Saturday, September 16, 2017

A Film Supreme

It's in my own best interest to take a musician with me to see a film about music. Or even two.

When I saw that the 2nd annual Afrikana Independent Film Festival was showing "Chasing Trane: The John Coltrane Documentary," I wasted no time in inviting a musically-inclined date. Then, for good measure, I invited another favorite musician, because I can never have too many musicians to ask questions of.

And while he wasn't available for dinner beforehand, my date was, so we strolled over to Asado and managed to grab the last two bar stools in a place full of the usual Friday night revelers as well as Afrikana-bound film lovers.

For all we knew, there were counter-protesters eating and drinking away, too.

Given the clutch of people outside on the sidewalk waiting for an opening, one thing no one was doing was lingering, so we ordered guacamole and chips to buy us time to check out the menu and then ordered promptly.

Although I'm not particularly a heathead, I was completely seduced by the honey sriracha shrimp tacos with their reassuring kind of heat - the kind that immediately fires up your mouth and then drops off quickly. All the fire, none of the pain. My date seemed to think his barbacoa tacos surpassed mine, but he was mistaken.

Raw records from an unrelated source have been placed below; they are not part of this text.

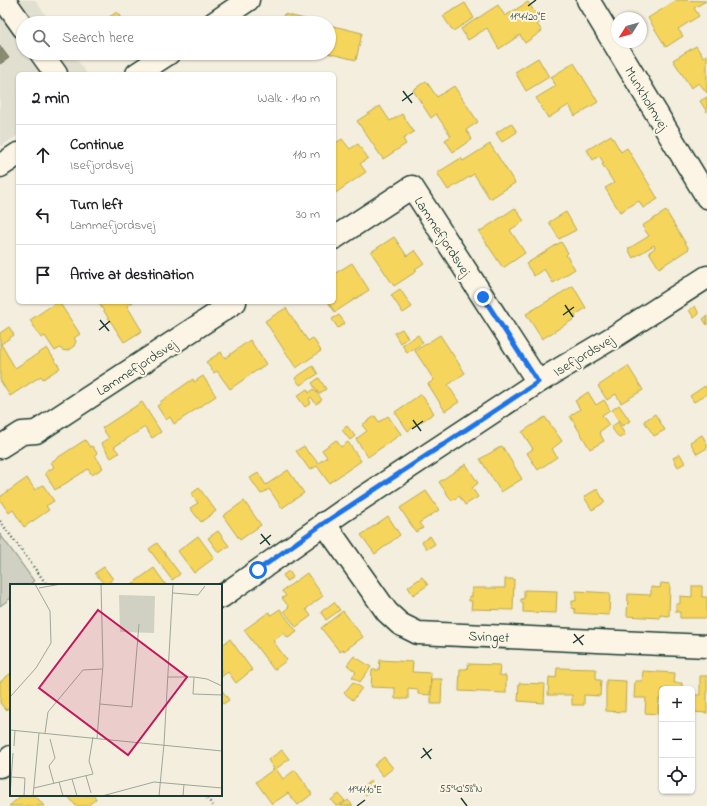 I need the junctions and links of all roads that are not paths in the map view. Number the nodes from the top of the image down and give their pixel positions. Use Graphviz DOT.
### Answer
graph roads {
  1 [pos="4,0"];
  2 [pos="248,0"];
  3 [pos="588,0"];
  4 [pos="224,16"];
  5 [pos="16,17"];
  6 [pos="46,60"];
  7 [pos="158,60"];
  8 [pos="55,72"];
  9 [pos="140,72"];
  10 [pos="16,155"];
  11 [pos="0,166"];
  12 [pos="707,197"];
  13 [pos="336,237"];
  14 [pos="707,277"];
  15 [pos="232,304"];
  16 [pos="538,382"];
  17 [pos="0,448"];
  18 [pos="324,523"];
  19 [pos="222,596"];
  20 [pos="707,646"];
  21 [pos="10,758"];
  22 [pos="0,766"];
  1 -- 5 [label="street"];
  2 -- 4 [label="street"];
  3 -- 12 [label="street, Munkholmvej"];
  6 -- 8 [label="street"];
  7 -- 9 [label="street"];
  10 -- 11 [label="street"];
  13 -- 16 [label="street, Lammefjordsvej"];
  14 -- 16 [label="street, Isefjordsvej"];
  15 -- 17 [label="street, Lammefjordsvej"];
  16 -- 18 [label="street, Isefjordsvej"];
  18 -- 19 [label="street, Isefjordsvej"];
  18 -- 20 [label="street, Svinget"];
  21 -- 22 [label="street"];
} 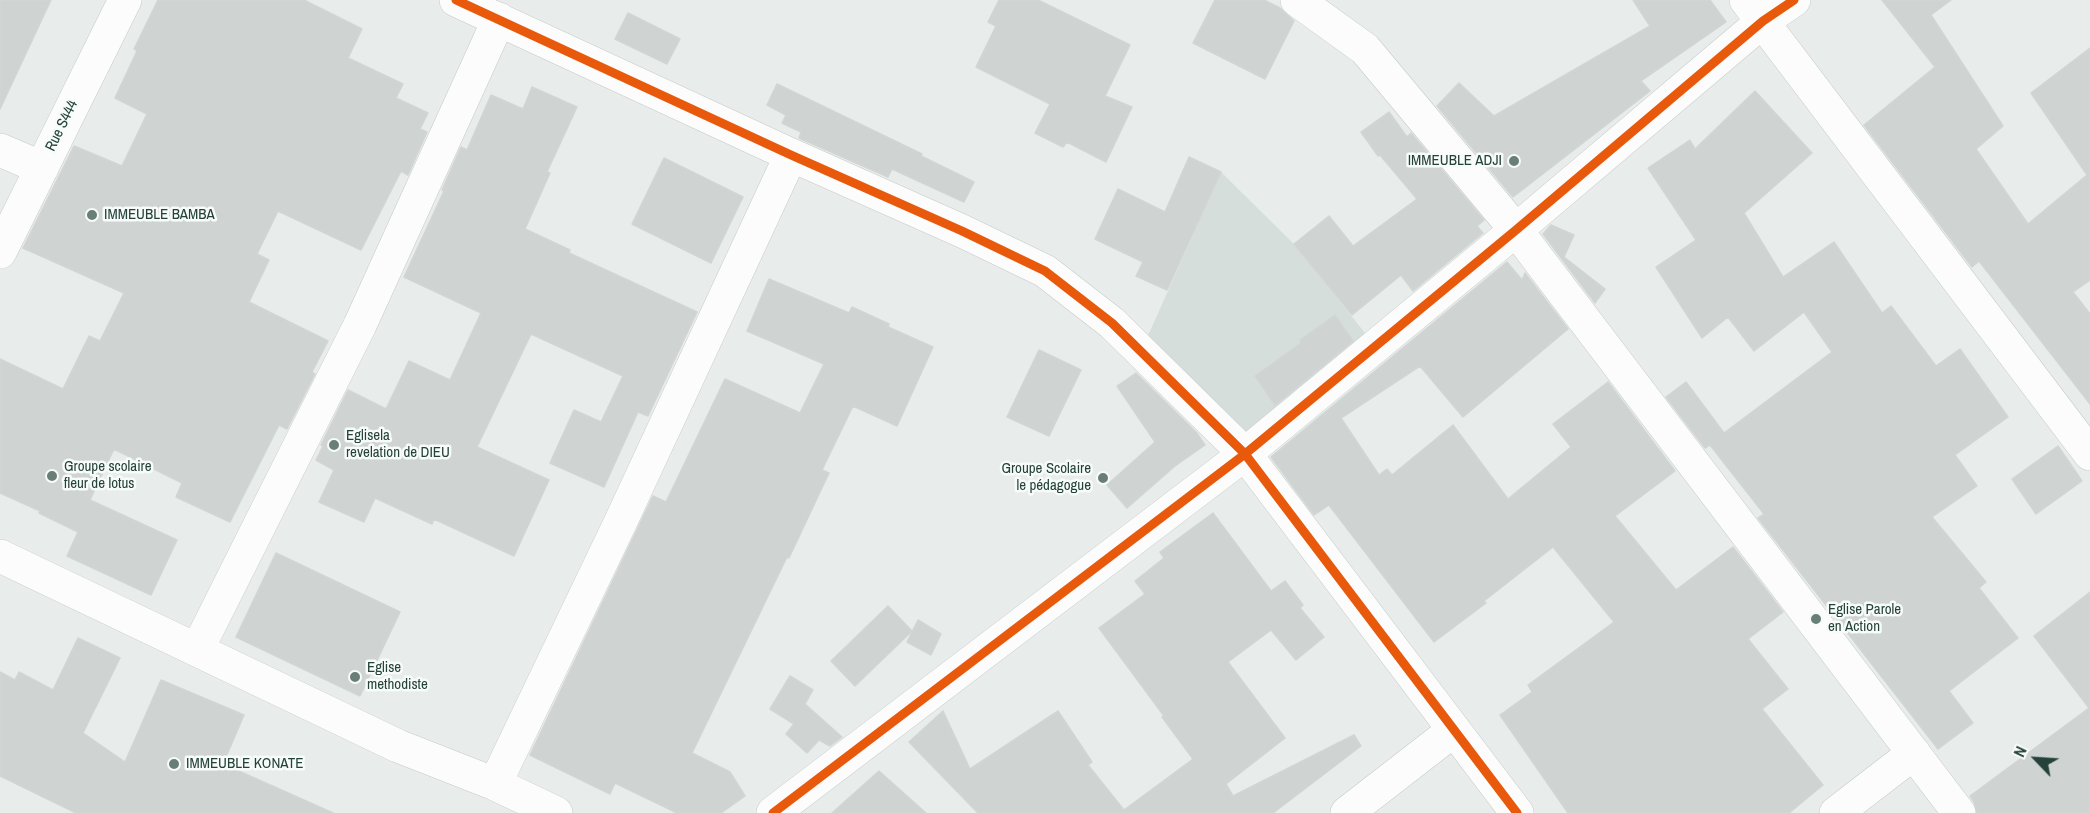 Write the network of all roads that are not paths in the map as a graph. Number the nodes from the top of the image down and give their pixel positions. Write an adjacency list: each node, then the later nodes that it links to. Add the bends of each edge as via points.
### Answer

We didn't gulp our meal, but we definitely inhaled it faster than my grandmother would have approved of, mainly because of all the hungry people hovering near the door. I got up to use the loo before we left and a guy swooped in and claimed my stool before I even opened the bathroom door.

Our walk continued to the Grace Street Theatre where we met up with musician #2, a longtime Coltrane fan. One of several festival photographers came over and asked to take a shot of us representing some of the first VIP passholders in line (I'm just hoping it's not captioned, "A musical idiot accompanies two men with a clue").

Inside, we found excellent seats in the center and watched a jazz trio onstage, notable because the sax player's instrument was clear. As in see-through. I don't know about you, but I had no idea clear saxophones existed.

And I'm going to guess that Coltrane himself couldn't have imagined such a thing, either.

The film was a fascinating primer on Coltrane's short life (he died of liver cancer at 40) and for me, it was invaluable in laying out how the man's sound and musical philosophy developed. Equally compelling was learning who had influenced him along the way: Dizzie Gillespie, Miles Davis, Thelonious Monk.

Of the various talking heads in the documentary - John Densmore of the Doors, Carlos Santana, Bill Clinton, Wynton Marsalis and various former bandmates of Coltrane's - by far the most engaging was Cornel West, who managed to add a dramatic element (eyes wide, voice inflection, body lean into the camera) to every comment he made, often eliciting laughter from the crowd.

One of the funniest anecdotes told was about the extended solos Coltrane did while working with Miles Davis. In one scene of Davis' band playing live, we could see Miles taking a cigarette break on the side of the stage with other musicians while Coltrane blew his solo.

Apparently, Trane's solos ran way longer than Davis' and he called him on it. Trane explained that he didn't know how to stop playing and Davis told him to try taking the horn out of his mouth. Hilarious.

And because Coltrane never did any TV interviews, his words from print interviews and liner notes were read by Denzel Washington to accompany still photos and that would be my only complaint about the film. It's impossible not to recognize Denzel's voice, which makes it tough for the words to register as Coltrane's.

There was footage of Coltrane playing at the 1965 Newport Jazz Festival, where his atonal, more challenging and exploratory new style caused half the attendees to walk out mid-set.

Interestingly enough, one of those who'd walked out was saxophonist Plunky Branch who, along with hip hop artist Talib Kweli, gathered onstage after the film to discuss Coltrane and take questions from the audience.

Not surprisingly, Plunky had some regrets about walking out that long ago day.

I didn't walk out of the film a Coltrane expert by an stretch, but I did leave with a far better understanding of the man and how his soulful, spiritual tone became a new standard in jazz. Like Santana said, Trane didn't limit himself to any one genre because he "played life."

Walking out of the theater, all three of us acknowledged that we'd learned things about Coltrane we hadn't known and isn't that the point of a great documentary? It only made sense to begin our post-film discussion (and my questions) on the walk home.

Once my date and I were back at my place and comfortably ensconced on the balcony, I played the only Coltrane album I own, not "A Love Supreme," but "John Coltrane and Johnny Hartman" from 1963.

It sounds like the ultra hip late night music of the early '60s when the U.S. was on a post-war high and acting like it was the coolest kid on the planet. The kind of sound that inevitably involved a low-ceilinged club, lots of cigarette smoke and a singer, in this case, Johnny Hartman, with the classic jazz vocal range of an Ella Fitzgerald.

And, you know what? His sax solos frequently lasted longer than the verses sung by Hartman. Unlike Miles Davis, though, neither of us had any complaints about that.

Conclusion of a musician and a musical imbecile: no one beats Trane for "playing life" on a warm September night.